Il faut dire qu’avec son langage alambiqué, ses phrasés qui dribblent avec le rythme comme avec un ballon de basket – celui des Warriors, bien entendu – et son habitude à aboyer les voyelles plus qu’il ne les rappe, le rappeur de la Bay Area est un incontournable de la scène américaine. Par sa personnalité imposante (au sens propre comme au figuré), il évoque à merveille la figure du tonton, souvent blagueur, parfois filou, toujours charismatique. Comme beaucoup de rappeurs talentueux de la région de San Francisco, le rap mainstream lui aura pourtant imposé de faire chambre à part durant l’essentiel de sa carrière. Pas vraiment un souci pour E-40, qui a fait de son ancrage territorial un atout majeur de son succès. Alors que ses deux derniers opus The D-Boy Diary 1 & 2 nous ont encore offert un lot de bangers indécent, on revient en cinq étapes sur la carrière de l’un des plus grands.
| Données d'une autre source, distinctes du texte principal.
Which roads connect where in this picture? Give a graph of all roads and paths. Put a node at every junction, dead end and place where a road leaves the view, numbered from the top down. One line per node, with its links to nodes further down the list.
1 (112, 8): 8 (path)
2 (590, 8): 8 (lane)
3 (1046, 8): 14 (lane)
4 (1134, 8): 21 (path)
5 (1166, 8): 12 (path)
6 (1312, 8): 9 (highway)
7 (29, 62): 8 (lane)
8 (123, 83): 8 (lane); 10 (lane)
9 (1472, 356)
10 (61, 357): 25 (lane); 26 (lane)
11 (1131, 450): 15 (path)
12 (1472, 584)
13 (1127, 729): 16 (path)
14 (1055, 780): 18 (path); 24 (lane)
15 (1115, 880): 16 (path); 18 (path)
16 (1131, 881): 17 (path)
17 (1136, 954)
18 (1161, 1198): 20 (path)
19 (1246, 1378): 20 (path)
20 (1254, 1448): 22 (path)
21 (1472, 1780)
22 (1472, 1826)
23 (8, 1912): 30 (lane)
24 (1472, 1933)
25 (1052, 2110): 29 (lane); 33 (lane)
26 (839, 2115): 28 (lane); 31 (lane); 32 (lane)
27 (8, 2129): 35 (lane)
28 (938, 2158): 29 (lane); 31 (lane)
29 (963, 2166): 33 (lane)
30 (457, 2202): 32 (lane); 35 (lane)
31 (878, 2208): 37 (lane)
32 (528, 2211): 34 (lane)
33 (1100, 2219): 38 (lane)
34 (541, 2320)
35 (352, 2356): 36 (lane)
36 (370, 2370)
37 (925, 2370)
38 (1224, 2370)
Au Nord-Est de la Baie de San Francisco, les années se suivent et se ressemblent. A la mairie de Vallejo, le responsable en charge est encore en pleurs devant son miroir. Quel insecte l’a piqué pour lui avoir encore une fois demandé qui était le plus chaud ? La réponse du miroir – qui en a vu défiler – est pourtant là même depuis plus de 20 ans : « Mr. Flamboyant« . Il faut dire que de ses premiers concerts de rap à l’université jusqu’à son studio planté dans son manoir sur les hauteurs californiennes, E-40 est resté un enfant du pays. Tel un bon berger, il a toujours su reconnaître le talent lorsqu’il s’est présenté à sa porte, élargissant son troupeau au gré des arrivées, jusqu’à Nef The Pharaoh aujourd’hui. Logique donc qu’il se soit fait un certain nombre d’amis dans le coin. Un peu comme ce grand père a qui tout le monde dit bonjour à la boulangerie, qu’on le connaisse ou non. Un amour qu’il n’aura cessé de rendre au public, qui tend ses deux joues, et n’hésite pas à proposer celles de ses enfants pour le retour de claque. Véritablement attaché à la destinée de ses auditeurs, E-40 fait figure de tonton pince sans rire qui ne t’asticote que pour te pousser à te dépasser. Rien d’étonnant à ce que lui et son acolyte de longue date Too $hort soient devenus quasiment synonymes de la Bay Area.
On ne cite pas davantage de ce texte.